I recently set up a 20 gallon terrarium for three sub-adult D.t. citronellas. I guess some springtails (probably Collembola or Achorutes) came with the plantings from another tank and caused a super bloom of these super tiny guys. Though the frogs did eat some of them, they were being driven crazy and spent most of the time climbing the walls. Moved into new accommodations, the frogs seem to be doing better.

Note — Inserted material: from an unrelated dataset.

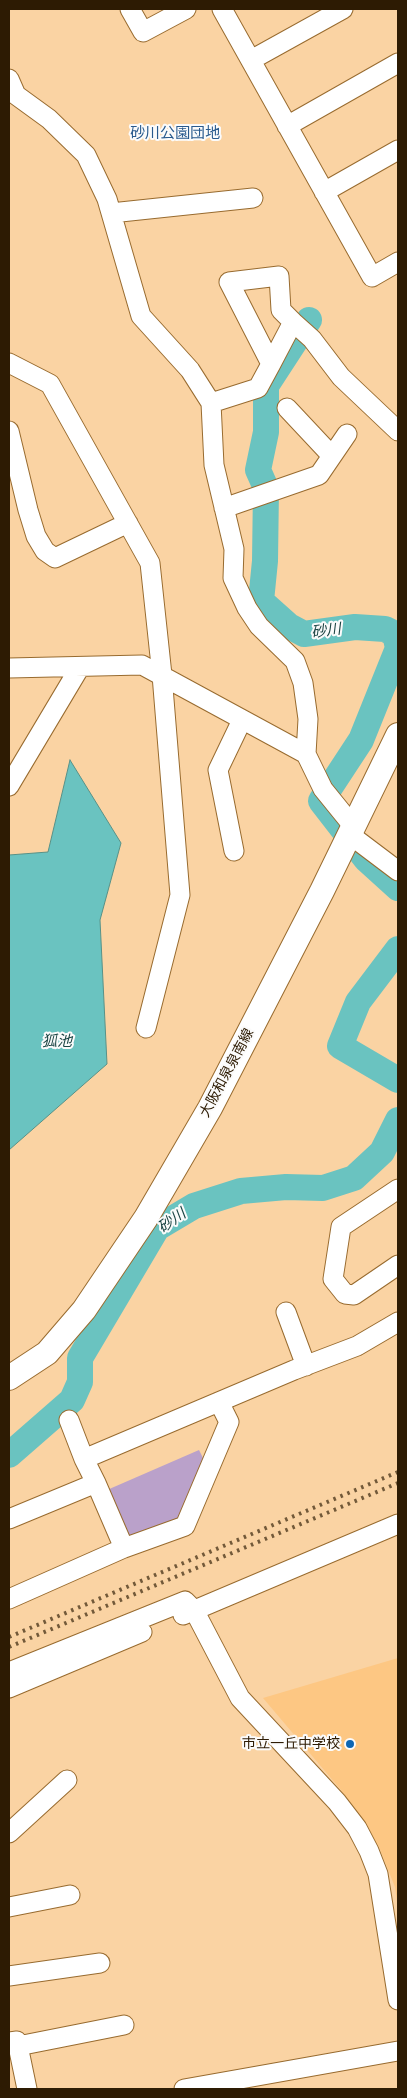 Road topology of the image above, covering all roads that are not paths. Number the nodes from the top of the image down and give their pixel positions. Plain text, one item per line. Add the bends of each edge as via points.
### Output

So the question, do springtails pose a threat when overgrown in the terrarium and, if so, what are the recommended treatments that can knock down their numbers? I have heard of using a garlic-based spray and also using insecticidal soap, but not specifically with PDFs. I'd appreciate any suggestions anyone might have. Thanks, Richard in Staten Island.


----------



## evolvstll (Feb 17, 2007)

Moving was the best option for the immediate future. The danger is that the frogs can get stressed to the point that they will not recover. If you do not want them do a search for CO2 / dry ice treatment. You can also try putting a few small cups on their sides with some fish flake food on them and removing them when they climb in to feed.


----------



## Rich Frye (Nov 25, 2007)

I would try adding a lot of leaf litter. The springtails will settle down under the layers and not bug the frogs nearly as much. I sometimes am a bit scared at how many springs have grown in my litter in the quarantine/froglet tubs with some of my pum forglet/juvis, but they also seem to like to settle in under the litter with the mass of the springs so I don't worry all that much any more. I'd be much more worried if they did not have them there to munch on at will.

Rich


----------



## Woodsman (Jan 3, 2008)

Thanks for the ideas. Adding a dense layer of oak leaf litter worked great!! Richard.


----------